さて本作は監督の子供の頃の愛読書らしい、ロアルド・ダールの絵本が原作だ。見てみると大筋は原作どおりだし、細かいチャプターに別れる構成も本と同じだ。ただ映画用に変えてある部分もあって、そこがいかにもウェスらしいのだ。

まず、主人公の動物たちだ。Mr.FOXやアライグマは、原作でも服を着て擬人化したキャラクター。映画ではさらに進めて、服は人間たちよりお洒落だし、無線で通信できるし、クレジットカードも持ってるし、子供たちは学校で化学の実験をしている。おまけにサイドカー(キツネサイズ)で激走だ。監督好みのガジェットや乗り物やファッション、インテリア....その手の要素が動物たちにも全面的にあたえられる。
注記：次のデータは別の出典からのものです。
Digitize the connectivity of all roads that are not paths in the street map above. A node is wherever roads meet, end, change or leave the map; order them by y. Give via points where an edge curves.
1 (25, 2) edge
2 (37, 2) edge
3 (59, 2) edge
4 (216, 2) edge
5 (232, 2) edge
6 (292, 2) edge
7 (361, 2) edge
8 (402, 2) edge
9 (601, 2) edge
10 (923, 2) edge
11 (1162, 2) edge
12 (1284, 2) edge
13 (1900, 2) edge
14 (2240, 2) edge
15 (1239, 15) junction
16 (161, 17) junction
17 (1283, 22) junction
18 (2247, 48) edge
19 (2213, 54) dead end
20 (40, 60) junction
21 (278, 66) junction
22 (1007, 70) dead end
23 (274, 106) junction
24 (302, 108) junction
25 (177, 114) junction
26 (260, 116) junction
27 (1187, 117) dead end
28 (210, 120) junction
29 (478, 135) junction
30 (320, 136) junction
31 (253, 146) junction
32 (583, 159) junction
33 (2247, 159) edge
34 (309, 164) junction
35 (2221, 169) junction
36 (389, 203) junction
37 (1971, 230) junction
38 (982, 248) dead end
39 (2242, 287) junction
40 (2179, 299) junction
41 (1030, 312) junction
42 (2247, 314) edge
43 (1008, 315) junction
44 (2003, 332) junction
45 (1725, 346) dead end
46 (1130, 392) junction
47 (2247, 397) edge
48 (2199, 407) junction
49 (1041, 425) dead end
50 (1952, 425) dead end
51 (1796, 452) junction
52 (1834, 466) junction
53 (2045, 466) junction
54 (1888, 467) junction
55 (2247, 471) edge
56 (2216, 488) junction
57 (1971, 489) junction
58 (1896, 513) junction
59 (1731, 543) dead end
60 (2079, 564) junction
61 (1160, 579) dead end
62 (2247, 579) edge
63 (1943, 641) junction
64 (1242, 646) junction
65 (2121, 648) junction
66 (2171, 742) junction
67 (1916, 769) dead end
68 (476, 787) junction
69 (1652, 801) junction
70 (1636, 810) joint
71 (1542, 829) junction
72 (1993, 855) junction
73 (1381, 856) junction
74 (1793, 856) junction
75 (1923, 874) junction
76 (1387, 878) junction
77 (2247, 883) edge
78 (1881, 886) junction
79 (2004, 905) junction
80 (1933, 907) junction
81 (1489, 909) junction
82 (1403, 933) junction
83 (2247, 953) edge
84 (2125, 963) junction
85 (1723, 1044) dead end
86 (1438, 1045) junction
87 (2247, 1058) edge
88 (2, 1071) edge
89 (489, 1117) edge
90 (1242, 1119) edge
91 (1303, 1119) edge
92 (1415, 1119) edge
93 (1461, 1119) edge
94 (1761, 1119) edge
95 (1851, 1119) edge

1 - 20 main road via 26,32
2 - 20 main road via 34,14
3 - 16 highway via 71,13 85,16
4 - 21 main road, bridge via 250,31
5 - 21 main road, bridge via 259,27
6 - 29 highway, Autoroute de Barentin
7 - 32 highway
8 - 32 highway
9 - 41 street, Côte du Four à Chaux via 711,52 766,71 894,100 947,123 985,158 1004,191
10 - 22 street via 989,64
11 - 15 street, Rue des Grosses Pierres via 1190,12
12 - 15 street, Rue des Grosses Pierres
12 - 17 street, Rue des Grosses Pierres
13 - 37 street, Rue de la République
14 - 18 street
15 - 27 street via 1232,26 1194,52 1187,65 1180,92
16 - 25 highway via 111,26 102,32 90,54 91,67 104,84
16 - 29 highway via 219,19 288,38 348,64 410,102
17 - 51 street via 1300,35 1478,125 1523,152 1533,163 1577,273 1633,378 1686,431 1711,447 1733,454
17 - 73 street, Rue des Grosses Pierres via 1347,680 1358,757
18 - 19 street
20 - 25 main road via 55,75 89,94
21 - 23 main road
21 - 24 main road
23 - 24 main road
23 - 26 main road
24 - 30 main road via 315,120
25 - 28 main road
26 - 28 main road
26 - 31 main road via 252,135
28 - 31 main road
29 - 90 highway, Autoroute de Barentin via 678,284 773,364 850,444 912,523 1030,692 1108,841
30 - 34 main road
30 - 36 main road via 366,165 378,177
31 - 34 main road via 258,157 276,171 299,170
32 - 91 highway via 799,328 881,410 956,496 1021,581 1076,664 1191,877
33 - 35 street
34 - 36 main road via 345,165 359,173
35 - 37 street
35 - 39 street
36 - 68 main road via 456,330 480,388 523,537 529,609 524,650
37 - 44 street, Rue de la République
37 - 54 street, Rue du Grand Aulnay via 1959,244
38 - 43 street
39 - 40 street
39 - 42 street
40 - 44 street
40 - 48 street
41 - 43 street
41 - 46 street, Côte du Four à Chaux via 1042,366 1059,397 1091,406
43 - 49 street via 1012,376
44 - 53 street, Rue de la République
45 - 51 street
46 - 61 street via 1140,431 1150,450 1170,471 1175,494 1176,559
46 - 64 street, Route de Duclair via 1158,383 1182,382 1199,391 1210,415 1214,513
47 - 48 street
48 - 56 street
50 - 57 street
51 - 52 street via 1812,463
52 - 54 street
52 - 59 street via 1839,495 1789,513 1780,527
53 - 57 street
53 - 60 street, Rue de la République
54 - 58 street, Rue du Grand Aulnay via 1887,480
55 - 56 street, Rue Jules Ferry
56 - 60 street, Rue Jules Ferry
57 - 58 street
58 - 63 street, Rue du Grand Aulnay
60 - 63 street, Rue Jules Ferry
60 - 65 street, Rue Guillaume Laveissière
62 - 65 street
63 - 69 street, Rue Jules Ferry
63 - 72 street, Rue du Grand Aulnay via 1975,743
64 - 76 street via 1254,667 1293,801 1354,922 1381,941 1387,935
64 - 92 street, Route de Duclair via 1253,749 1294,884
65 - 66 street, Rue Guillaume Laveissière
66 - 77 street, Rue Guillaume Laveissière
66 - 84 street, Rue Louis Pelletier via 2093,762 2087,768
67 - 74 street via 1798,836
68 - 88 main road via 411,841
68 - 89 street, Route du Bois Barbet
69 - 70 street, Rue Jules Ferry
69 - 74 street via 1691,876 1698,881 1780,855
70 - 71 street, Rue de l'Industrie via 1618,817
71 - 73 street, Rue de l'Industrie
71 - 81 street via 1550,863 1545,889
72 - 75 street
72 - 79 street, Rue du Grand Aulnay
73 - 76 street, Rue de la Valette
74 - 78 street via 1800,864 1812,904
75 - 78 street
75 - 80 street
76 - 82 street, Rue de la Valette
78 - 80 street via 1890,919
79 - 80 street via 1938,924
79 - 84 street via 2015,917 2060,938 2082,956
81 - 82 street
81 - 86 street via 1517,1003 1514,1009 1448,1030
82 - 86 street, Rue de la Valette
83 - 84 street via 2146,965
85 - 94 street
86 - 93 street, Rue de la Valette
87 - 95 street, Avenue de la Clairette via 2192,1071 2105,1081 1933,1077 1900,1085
それもあって、動物と人間の衝突も少しトーンが違う。原作では、言葉を話す知能の高い動物が体一つで人間に一泡吹かせる。人間は銃器や建設機械まで持ち出して過剰に反撃する。人間の環境破壊が動物を追い出す話で、ジブリの『平成狸合戦ぽんぽこ』に近い線だ。少し広げれば物質文明が進んでいない先住民と物質文明側のあつれきにも見える。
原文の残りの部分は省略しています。